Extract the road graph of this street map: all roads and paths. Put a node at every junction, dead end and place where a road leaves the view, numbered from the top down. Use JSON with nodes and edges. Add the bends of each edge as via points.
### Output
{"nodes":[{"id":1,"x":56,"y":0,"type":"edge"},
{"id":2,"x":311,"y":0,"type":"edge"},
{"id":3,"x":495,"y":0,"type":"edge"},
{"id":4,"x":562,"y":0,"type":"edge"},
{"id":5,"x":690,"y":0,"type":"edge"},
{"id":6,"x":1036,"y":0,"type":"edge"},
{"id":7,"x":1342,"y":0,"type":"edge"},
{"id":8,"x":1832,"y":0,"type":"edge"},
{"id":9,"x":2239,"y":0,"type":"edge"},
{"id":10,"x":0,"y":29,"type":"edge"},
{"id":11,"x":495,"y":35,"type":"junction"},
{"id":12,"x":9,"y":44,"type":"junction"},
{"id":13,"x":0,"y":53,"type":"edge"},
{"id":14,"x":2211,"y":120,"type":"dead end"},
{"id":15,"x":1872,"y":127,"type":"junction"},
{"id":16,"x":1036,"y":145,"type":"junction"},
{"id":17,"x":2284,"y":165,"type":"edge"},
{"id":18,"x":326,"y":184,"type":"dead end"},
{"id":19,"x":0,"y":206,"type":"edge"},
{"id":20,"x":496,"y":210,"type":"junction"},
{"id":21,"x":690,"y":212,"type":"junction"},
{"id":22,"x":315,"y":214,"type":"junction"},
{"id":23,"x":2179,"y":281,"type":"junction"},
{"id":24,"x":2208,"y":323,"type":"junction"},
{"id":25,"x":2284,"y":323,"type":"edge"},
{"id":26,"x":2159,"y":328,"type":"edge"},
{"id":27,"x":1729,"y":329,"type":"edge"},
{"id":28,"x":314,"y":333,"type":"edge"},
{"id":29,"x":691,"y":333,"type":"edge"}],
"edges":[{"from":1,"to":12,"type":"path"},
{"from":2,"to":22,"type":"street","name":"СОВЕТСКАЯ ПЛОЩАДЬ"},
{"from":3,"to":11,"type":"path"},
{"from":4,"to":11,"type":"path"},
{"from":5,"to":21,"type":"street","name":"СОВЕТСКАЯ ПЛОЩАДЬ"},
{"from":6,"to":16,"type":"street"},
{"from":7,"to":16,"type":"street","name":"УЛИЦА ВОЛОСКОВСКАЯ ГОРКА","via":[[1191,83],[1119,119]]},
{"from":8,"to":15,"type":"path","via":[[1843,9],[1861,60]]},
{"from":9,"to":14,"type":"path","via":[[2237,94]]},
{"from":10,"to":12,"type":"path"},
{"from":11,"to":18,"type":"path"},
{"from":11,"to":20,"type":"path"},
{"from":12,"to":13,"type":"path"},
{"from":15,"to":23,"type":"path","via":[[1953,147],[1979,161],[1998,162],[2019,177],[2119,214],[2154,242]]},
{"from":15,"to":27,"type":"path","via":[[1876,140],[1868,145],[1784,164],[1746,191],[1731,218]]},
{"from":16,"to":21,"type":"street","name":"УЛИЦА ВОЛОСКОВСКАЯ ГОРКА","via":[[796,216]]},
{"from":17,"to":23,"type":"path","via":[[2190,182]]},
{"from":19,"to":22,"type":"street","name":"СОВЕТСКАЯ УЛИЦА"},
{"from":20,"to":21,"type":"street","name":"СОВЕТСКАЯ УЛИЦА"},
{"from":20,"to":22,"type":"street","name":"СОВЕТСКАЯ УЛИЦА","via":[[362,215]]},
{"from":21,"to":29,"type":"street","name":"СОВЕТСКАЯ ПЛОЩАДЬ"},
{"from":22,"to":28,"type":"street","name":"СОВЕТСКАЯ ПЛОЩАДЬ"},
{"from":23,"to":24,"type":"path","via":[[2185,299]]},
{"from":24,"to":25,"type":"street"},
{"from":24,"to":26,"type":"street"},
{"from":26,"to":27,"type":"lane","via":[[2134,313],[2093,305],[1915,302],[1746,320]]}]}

_Exercise aim_: Show every line in the records above that contains the word "junction".

_Exercise solution_:
Extract the road graph of this street map: all roads and paths. Put a node at every junction, dead end and place where a road leaves the view, numbered from the top down. Use JSON with nodes and edges. Add the bends of each edge as via points.
{"id":11,"x":495,"y":35,"type":"junction"},
{"id":12,"x":9,"y":44,"type":"junction"},
{"id":15,"x":1872,"y":127,"type":"junction"},
{"id":16,"x":1036,"y":145,"type":"junction"},
{"id":20,"x":496,"y":210,"type":"junction"},
{"id":21,"x":690,"y":212,"type":"junction"},
{"id":22,"x":315,"y":214,"type":"junction"},
{"id":23,"x":2179,"y":281,"type":"junction"},
{"id":24,"x":2208,"y":323,"type":"junction"},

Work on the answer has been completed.